The (sub-)sub-groups fine and coarse contain two very similar datasets. They both have an "x" dimension, but the dimension is of different lengths in each group, which makes the data in each group unalignable. In the root group we placed some completely unrelated information, showing how we can use a tree to store heterogenous data.

The constraints on each group are therefore the same as the constraint on dataarrays within a single dataset.

We created the sub-groups using a filesystem-like syntax, and accessing groups works the same way. We can access individual dataarrays in a similar fashion

In [13]: dt["simulation/coarse/foo"]
Out[13]: 
<xarray.DataArray 'foo' (x: 2, y: 3)> Size: 48B
array([[ 0.4691123 , -0.28286334, -1.5090585 ],
       [-1.13563237,  1.21211203, -0.17321465]])
Coordinates:
  * x        (x) int64 16B 10 20
Dimensions without coordinates: y

and we can also pull out the data in a particular group as a Dataset object using .ds:

In [14]: dt["simulation/coarse"].ds
Out[14]: 
<xarray.DatasetView> Size: 88B
Dimensions:  (x: 2, y: 3)
Coordinates:
  * x        (x) int64 16B 10 20
Dimensions without coordinates: y
Data variables:
    foo      (x, y) float64 48B 0.4691 -0.2829 -1.509 -1.136 1.212 -0.1732
    bar      (x) int64 16B 1 2
    baz      float64 8B 3.142

Operations map over subtrees, so we can take a mean over the x dimension of both the fine and coarse groups just by

In [15]: avg = dt["simulation"].mean(dim="x")

In [16]: avg
Out[16]: 
DataTree('simulation', parent=None)
├── DataTree('coarse')
│       Dimensions:  (y: 3)
│       Dimensions without coordinates: y
│       Data variables:
│           foo      (y) float64 24B -0.3333 0.4646 -0.8411
│           bar      float64 8B 1.5
│           baz      float64 8B 3.142
└── DataTree('fine')
        Dimensions:  (y: 3)
        Dimensions without coordinates: y
        Data variables:
            foo      (y) float64 24B -0.3333 0.4646 -0.8411
            bar      float64 8B 1.5
            baz      float64 8B 3.142

Here the "x" dimension used is always the one local to that sub-group.

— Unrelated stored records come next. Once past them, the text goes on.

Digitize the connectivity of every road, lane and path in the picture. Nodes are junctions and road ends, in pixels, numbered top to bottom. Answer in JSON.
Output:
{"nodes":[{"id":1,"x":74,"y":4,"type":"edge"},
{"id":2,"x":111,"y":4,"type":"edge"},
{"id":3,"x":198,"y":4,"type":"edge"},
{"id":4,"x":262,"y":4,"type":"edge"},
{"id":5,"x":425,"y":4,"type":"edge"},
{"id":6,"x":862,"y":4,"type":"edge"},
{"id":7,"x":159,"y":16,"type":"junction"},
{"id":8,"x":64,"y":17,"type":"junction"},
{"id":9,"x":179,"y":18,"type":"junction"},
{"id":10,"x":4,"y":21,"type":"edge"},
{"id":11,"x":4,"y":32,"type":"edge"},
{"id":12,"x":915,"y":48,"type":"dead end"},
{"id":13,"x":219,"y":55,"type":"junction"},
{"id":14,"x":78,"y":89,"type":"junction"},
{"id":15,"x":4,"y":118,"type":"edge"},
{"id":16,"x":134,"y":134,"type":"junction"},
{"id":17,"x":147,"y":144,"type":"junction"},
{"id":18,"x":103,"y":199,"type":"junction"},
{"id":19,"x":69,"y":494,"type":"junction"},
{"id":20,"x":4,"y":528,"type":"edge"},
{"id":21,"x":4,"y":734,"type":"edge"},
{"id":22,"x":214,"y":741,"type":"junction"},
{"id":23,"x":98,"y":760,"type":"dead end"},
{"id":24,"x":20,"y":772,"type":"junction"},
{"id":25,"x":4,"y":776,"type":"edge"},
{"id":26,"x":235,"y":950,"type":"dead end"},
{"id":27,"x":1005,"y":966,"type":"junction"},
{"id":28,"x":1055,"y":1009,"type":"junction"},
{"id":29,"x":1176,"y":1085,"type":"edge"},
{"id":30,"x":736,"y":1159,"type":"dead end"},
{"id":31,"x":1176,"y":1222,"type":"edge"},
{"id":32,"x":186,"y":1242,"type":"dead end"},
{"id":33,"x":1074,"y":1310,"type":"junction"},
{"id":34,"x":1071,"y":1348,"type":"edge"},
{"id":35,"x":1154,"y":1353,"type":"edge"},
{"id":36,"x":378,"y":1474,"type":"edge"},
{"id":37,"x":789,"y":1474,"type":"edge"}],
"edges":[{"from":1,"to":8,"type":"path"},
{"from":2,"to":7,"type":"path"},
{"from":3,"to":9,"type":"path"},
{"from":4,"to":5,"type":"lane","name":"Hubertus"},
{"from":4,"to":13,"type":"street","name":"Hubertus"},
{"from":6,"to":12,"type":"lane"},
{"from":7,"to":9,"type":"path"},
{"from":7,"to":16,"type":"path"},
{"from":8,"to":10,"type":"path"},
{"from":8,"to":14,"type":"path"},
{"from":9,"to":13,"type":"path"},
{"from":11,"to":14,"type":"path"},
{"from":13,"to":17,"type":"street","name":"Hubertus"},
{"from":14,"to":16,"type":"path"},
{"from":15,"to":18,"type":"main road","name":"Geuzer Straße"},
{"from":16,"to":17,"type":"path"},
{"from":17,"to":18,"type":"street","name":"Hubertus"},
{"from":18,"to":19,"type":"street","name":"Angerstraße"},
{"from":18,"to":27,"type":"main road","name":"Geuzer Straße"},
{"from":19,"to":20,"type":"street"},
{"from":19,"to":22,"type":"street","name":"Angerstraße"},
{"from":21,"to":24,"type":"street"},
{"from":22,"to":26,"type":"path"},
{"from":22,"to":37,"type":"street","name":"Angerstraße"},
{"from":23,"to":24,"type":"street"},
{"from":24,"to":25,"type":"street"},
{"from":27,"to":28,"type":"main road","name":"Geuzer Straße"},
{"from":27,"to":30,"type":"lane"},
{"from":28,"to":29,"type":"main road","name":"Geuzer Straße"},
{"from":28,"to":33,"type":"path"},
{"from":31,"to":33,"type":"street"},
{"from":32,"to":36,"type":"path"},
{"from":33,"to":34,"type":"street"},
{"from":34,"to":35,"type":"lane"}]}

You can do almost everything you can do with Dataset objects with DataTree objects (including indexing and arithmetic), as operations will be mapped over every sub-group in the tree. This allows you to work with multiple groups of non-alignable variables at once.

Note

If all of your variables are mutually alignable (i.e. they live on the same grid, such that every common dimension name maps to the same length), then you probably don’t need DataTree, and should consider just sticking with xarray.Dataset.